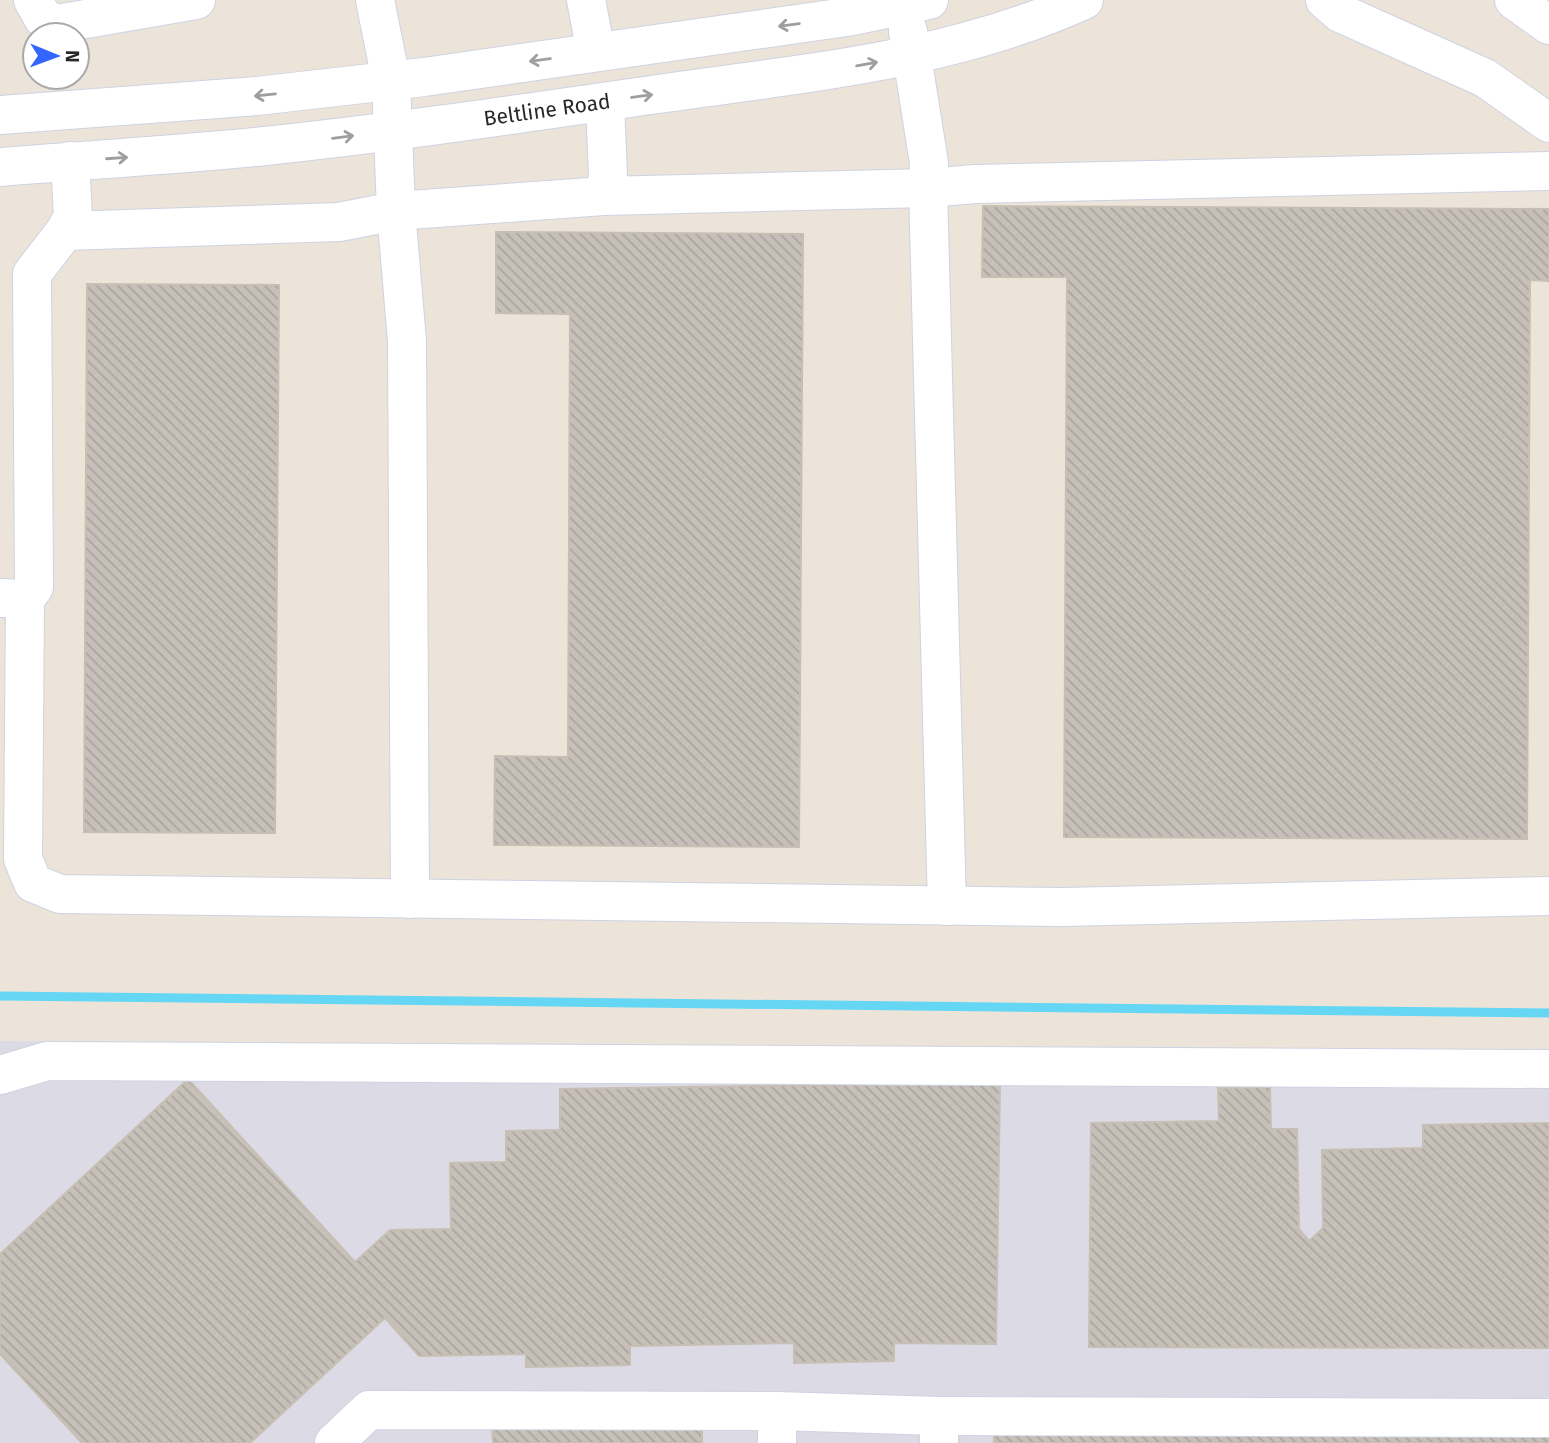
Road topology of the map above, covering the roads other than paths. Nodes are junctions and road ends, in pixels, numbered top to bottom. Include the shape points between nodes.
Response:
1 (196, 0) edge
2 (375, 0) edge
3 (586, 0) edge
4 (1084, 0) edge
5 (1325, 0) edge
6 (1514, 0) edge
7 (916, 3) edge
8 (50, 20) edge
9 (1549, 25) edge
10 (596, 52) junction
11 (912, 55) junction
12 (391, 80) junction
13 (69, 93) edge
14 (605, 102) junction
15 (0, 115) edge
16 (1549, 123) edge
17 (394, 131) junction
18 (71, 161) junction
19 (0, 167) edge
20 (1549, 171) edge
21 (928, 188) junction
22 (604, 196) junction
23 (396, 211) junction
24 (65, 231) junction
25 (12, 599) edge
26 (1549, 896) edge
27 (410, 899) junction
28 (947, 906) junction
29 (1549, 1069) edge
30 (0, 1075) edge
31 (1549, 1418) edge
32 (777, 1427) edge
33 (939, 1430) edge
34 (334, 1443) edge

1 - 8 street
2 - 12 street
3 - 10 street
4 - 11 street, Beltline Road via 953,47
5 - 16 street via 1339,13 1485,78
6 - 9 street
7 -> 10 street
7 - 11 street
10 -> 12 street
14 -> 11 street, Beltline Road
11 - 21 street via 929,163
12 -> 13 street via 257,96
12 - 17 street
13 - 15 street
14 - 17 street, Beltline Road
14 - 22 street via 608,177
18 -> 17 street, Beltline Road
17 - 23 street
18 - 19 street, Beltline Road
18 - 24 street via 73,217
20 - 21 street
21 - 22 street
21 - 28 street
22 - 23 street
23 - 24 street via 339,222
23 - 27 street via 407,341
24 - 25 street via 32,274 34,587
25 - 27 street via 23,859 33,883 60,894
26 - 28 street
27 - 28 street
29 - 30 street via 47,1061
31 - 33 street
32 - 33 street
32 - 34 street via 369,1410

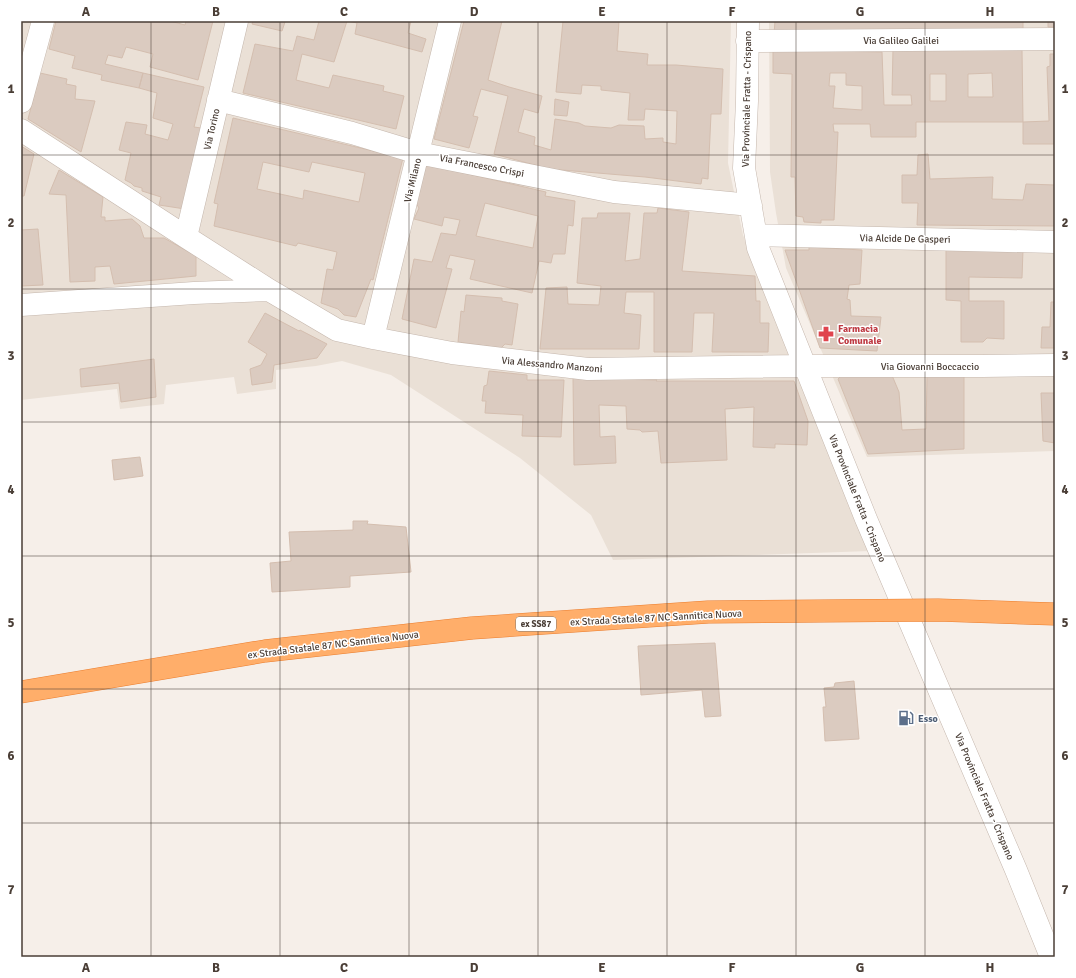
-----
◆ **THE PROBLEM**: Omitting all pictures, give the preceding listing again exactly.

◆ **SOLUTION TO THIS TASK**:
Road topology of the map above, covering the roads other than paths. Nodes are junctions and road ends, in pixels, numbered top to bottom. Include the shape points between nodes.
Response:
1 (196, 0) edge
2 (375, 0) edge
3 (586, 0) edge
4 (1084, 0) edge
5 (1325, 0) edge
6 (1514, 0) edge
7 (916, 3) edge
8 (50, 20) edge
9 (1549, 25) edge
10 (596, 52) junction
11 (912, 55) junction
12 (391, 80) junction
13 (69, 93) edge
14 (605, 102) junction
15 (0, 115) edge
16 (1549, 123) edge
17 (394, 131) junction
18 (71, 161) junction
19 (0, 167) edge
20 (1549, 171) edge
21 (928, 188) junction
22 (604, 196) junction
23 (396, 211) junction
24 (65, 231) junction
25 (12, 599) edge
26 (1549, 896) edge
27 (410, 899) junction
28 (947, 906) junction
29 (1549, 1069) edge
30 (0, 1075) edge
31 (1549, 1418) edge
32 (777, 1427) edge
33 (939, 1430) edge
34 (334, 1443) edge

1 - 8 street
2 - 12 street
3 - 10 street
4 - 11 street, Beltline Road via 953,47
5 - 16 street via 1339,13 1485,78
6 - 9 street
7 -> 10 street
7 - 11 street
10 -> 12 street
14 -> 11 street, Beltline Road
11 - 21 street via 929,163
12 -> 13 street via 257,96
12 - 17 street
13 - 15 street
14 - 17 street, Beltline Road
14 - 22 street via 608,177
18 -> 17 street, Beltline Road
17 - 23 street
18 - 19 street, Beltline Road
18 - 24 street via 73,217
20 - 21 street
21 - 22 street
21 - 28 street
22 - 23 street
23 - 24 street via 339,222
23 - 27 street via 407,341
24 - 25 street via 32,274 34,587
25 - 27 street via 23,859 33,883 60,894
26 - 28 street
27 - 28 street
29 - 30 street via 47,1061
31 - 33 street
32 - 33 street
32 - 34 street via 369,1410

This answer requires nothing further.